Metro Weekly

‘Origin’ is a Sprawling Tearjerker with the Power to Change Minds

Ava DuVernay's boldly original "Origin" laces a writer's eye-opening philosophical journey with gripping personal drama.

Origin: Aunjanue Ellis-Taylor - Photo: Atsushi Nisijima/Neon
Origin: Aunjanue Ellis-Taylor – Photo: Atsushi Nisijima/Neon

Aunjanue Ellis-Taylor is simply breathtaking in Origin, starring as a celebrated writer diligently solving the puzzle that is her latest book, while also facing unfathomable personal adversity.

The book she’s writing happens to be the nonfiction best-seller that inspired this film: Caste: The Origins of Our Discontent, by Isabel Wilkerson. In Caste, published in 2020, Wilkerson examines the racial hierarchy in America as a caste system, not unlike systems of oppression in India and in Nazi Germany that have enforced dynamics of superiority and inferiority based on characteristics other than race.

“We call everything racism. It’s a default,” asserts Isabel, beautifully portrayed by Ellis-Taylor, to newspaper editor Amari (Blair Underwood). He’s trying to lure the Pulitzer-winning former journalist back to the paper to write an in-depth piece on the racial dynamics haunting the then-recent killing of Trayvon Martin. She insists that the case, which Amari views as a clearly racist incident, is rather a reflection of caste.

As she sees it, racism is “insufficient” as a paradigm for understanding why a self-deputized Latino man would assume the responsibility of policing a Black youth in a predominantly white neighborhood. Examining the case, she starts piecing together commonalities between caste systems across civilizations, sparking the idea for what could be a groundbreaking book.

Her research comes alive in dramatizations of the individual cases she studies, like the doomed love story of Irma (Victoria Pedretti), a Jewish woman in Hitler’s Germany, and August (Finn Wittrock), a German factory worker and member of the Nazi Party, who defies his party’s campaign of terror and violence against the Jews to hold onto his love.

Accompanied by Isabel’s vivid narration, scenes of Irma and August alternate with the tale of married couple Allison and Elizabeth Davis (Isha Blaaker and Jasmine Cephas-Jones), two Black writers in Berlin who also witness the rise of the Nazis, before getting out of Europe, and penning their own nonfiction survey of the caste system in the U.S.

Through their stories, and Trayvon’s, the film illustrates Isabel’s meticulous process of distinguishing historical events and current social ills as issues of caste.

She also visits Berlin, where she dines with typically blunt Berliner Sabine (Connie Nielsen), who professes she doesn’t see a connection between the Holocaust and racist oppression in America. Slavery had the goal of subjugation, Sabine argues, while the aim of the Holocaust was extermination. Now, “Everything Hitler is gone,” while, in America, you can still find statues honoring slavers and Confederates.

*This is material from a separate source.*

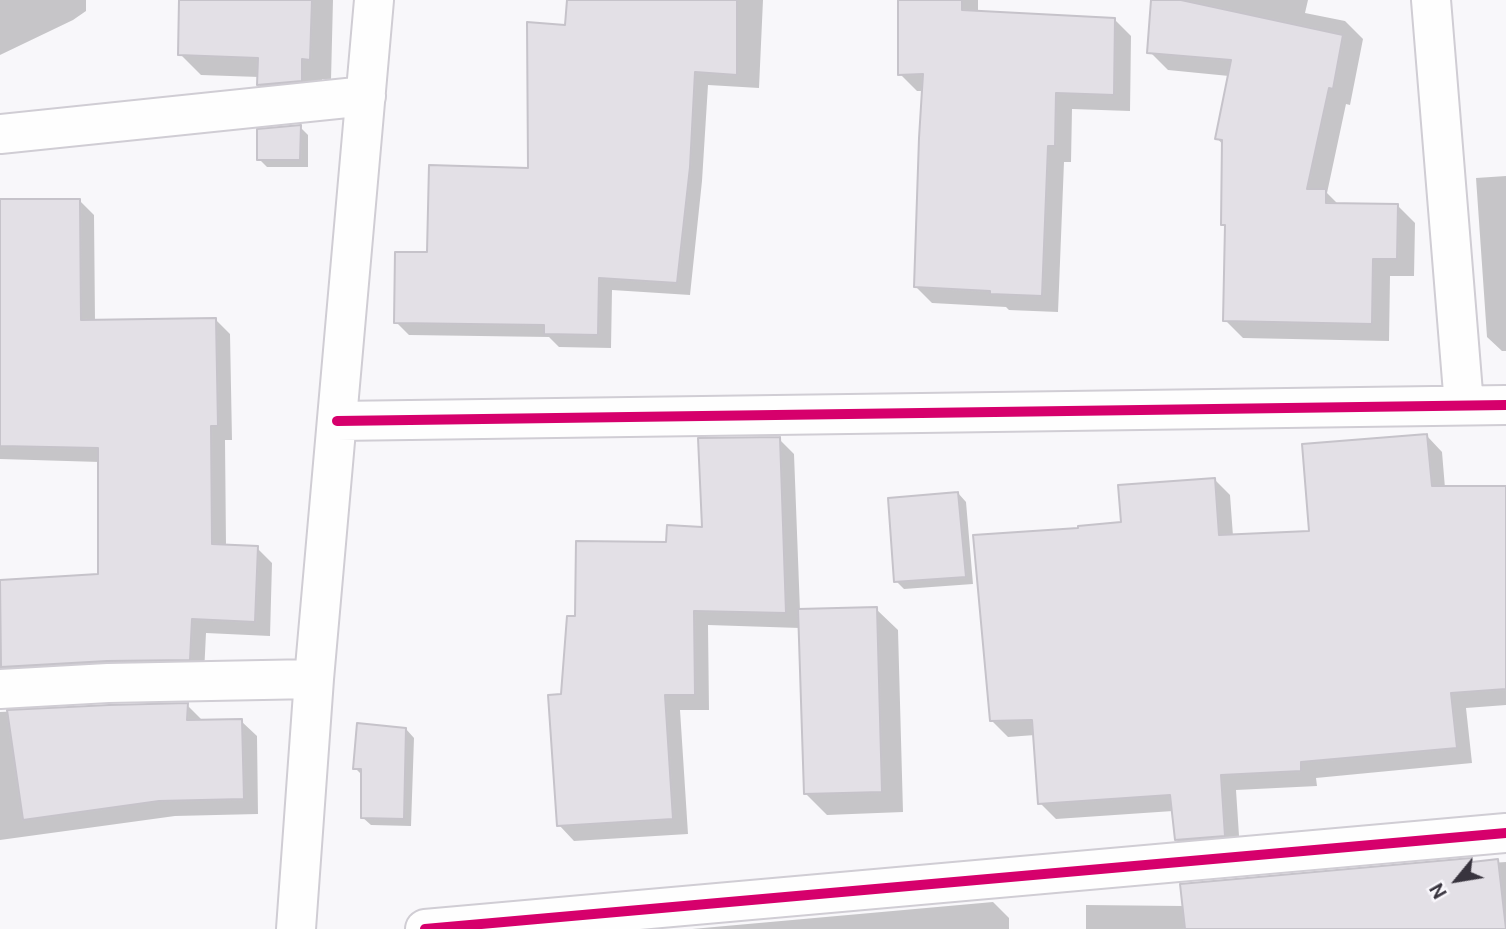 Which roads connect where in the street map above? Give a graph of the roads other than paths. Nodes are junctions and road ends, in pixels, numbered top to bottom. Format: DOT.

Heady but accessible, the film seems didactic by design. Ava DuVernay, who wrote and directed the film, wants to impart lessons, or, like the book, to challenge viewers to consider oppression in a way that does not center race, and maybe recalibrates your notions about caste.

But the film doesn’t dwell just in Isabel’s thoughts and processes. She has a busy life with loving husband Brett (Jon Bernthal); an aging mother, Ruby (Emily Yancy), whom she’s just moved into a retirement home; and the daily pressure of having yet to follow-up the massive success of her first book.

Origin – Photo: Atsushi Nishijima/Neon

She also has her dear cousin, Marion (Niecy Nash-Betts, a treat, as usual), to lean on, which turns out to be an indispensable lifeline after Isabel suffers through a year of tremendous losses that she couldn’t have possibly imagined. Ellis-Taylor, adding to her engaging portrait of Isabel’s intellectual ambition and curiosity, also plunges with brilliant honesty into the depths of her grief.

In one standout scene, it’s through that grief that she forges an unexpected connection with a MAGA hat-wearing plumber — played by Nick Offerman, in a bravura cameo — who comes to fix a leak at her mom’s house. Audra McDonald also pops in for a memorable cameo, and another moving scene with Ellis-Taylor, as Isabel’s friend with the unlikely name “Miss,” who shares a gutting account of one of the most searingly dehumanizing experiences of her life.

Isabel’s personal encounters, along with her research, acquaint her with intimate details in the lives of others who’ve suffered, persevered, and overcome, which she’s struggling to do.

The brilliance of DuVernay’s adaptation is in how she fuses the disparate stories, true or fictionalized, present-day or period, and the book’s powerful concepts, into an emotionally coherent drama that’s somehow deeply sentimental yet rigorously cerebral, a sprawling tearjerker with the power to change minds.